Soluble NADH-cytochrome b 5 reductase from rabbit liver cytosol: Partial purification and characterization

Abstract

A soluble form of NADH-cytochrome b 5 reductase (NADH: ferricytochrome B 5 oxidoreductase, EC 1.6.2.2) was found in the cytosolic fraction of rabbit liver. The partially purified enzyme was strictly specific for NADH. It catalyzed the reduction of several substrates such as the methemoglobin β ferrocyanide complex (Hegesh, E. and Avron, M. (1967) Biochim. Biophys. Acta 146, 91–101) (apparent K m: 8 μM), potassium ferricyanide (apparent K m: 10 μM) and ferricytochrome 5 5 (apparent K m: 15 μM).

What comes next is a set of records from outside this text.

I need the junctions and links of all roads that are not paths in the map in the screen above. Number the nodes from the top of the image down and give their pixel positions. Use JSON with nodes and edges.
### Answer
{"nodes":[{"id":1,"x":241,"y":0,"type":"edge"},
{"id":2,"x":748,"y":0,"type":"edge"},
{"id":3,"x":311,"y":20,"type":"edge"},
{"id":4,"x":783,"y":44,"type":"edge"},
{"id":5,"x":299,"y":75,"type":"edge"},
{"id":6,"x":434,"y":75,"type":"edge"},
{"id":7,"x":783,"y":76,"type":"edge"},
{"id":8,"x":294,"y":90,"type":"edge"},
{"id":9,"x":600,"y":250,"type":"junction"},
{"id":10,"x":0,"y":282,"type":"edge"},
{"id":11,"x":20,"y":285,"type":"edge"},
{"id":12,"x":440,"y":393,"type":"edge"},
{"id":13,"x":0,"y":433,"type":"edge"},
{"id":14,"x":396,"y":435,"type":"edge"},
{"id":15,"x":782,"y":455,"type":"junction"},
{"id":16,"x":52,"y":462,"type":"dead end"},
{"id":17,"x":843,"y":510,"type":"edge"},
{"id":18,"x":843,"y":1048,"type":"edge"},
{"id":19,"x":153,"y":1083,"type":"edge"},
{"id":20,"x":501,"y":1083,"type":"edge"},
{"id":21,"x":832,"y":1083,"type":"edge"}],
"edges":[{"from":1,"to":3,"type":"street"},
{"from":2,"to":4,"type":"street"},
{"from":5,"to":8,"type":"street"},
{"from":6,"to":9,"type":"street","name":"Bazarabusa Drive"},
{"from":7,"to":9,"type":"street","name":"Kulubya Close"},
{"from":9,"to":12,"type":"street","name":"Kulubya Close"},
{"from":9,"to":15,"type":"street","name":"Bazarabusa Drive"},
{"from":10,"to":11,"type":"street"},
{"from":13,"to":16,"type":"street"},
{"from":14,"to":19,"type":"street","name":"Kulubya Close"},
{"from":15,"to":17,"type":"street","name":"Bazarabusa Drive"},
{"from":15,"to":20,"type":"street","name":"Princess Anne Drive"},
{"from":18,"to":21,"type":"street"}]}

Upon acrylamide gel isoelectro-focusing followed by specific staining, the enzyme was resolved into four bands (isoelectric pH: 7.05, 6.70, 6.50 and 6.30). The optimum pH of activity with ferricytochrome b 5 as a substrate was 6.5. The estimated molecular weight was 25 000–30 000. The enzyme was unsensitive to cyanide. It was strongly inhibited by p-hydroxymercuribenzoate. The cytosolic liver cytochrome b 5 reductase was immunologically related to the soluble cytochrome b 5 reductase from human and rabbit red-cells, and to the microsomal cytochrome b 5 reductase from rabbit liver.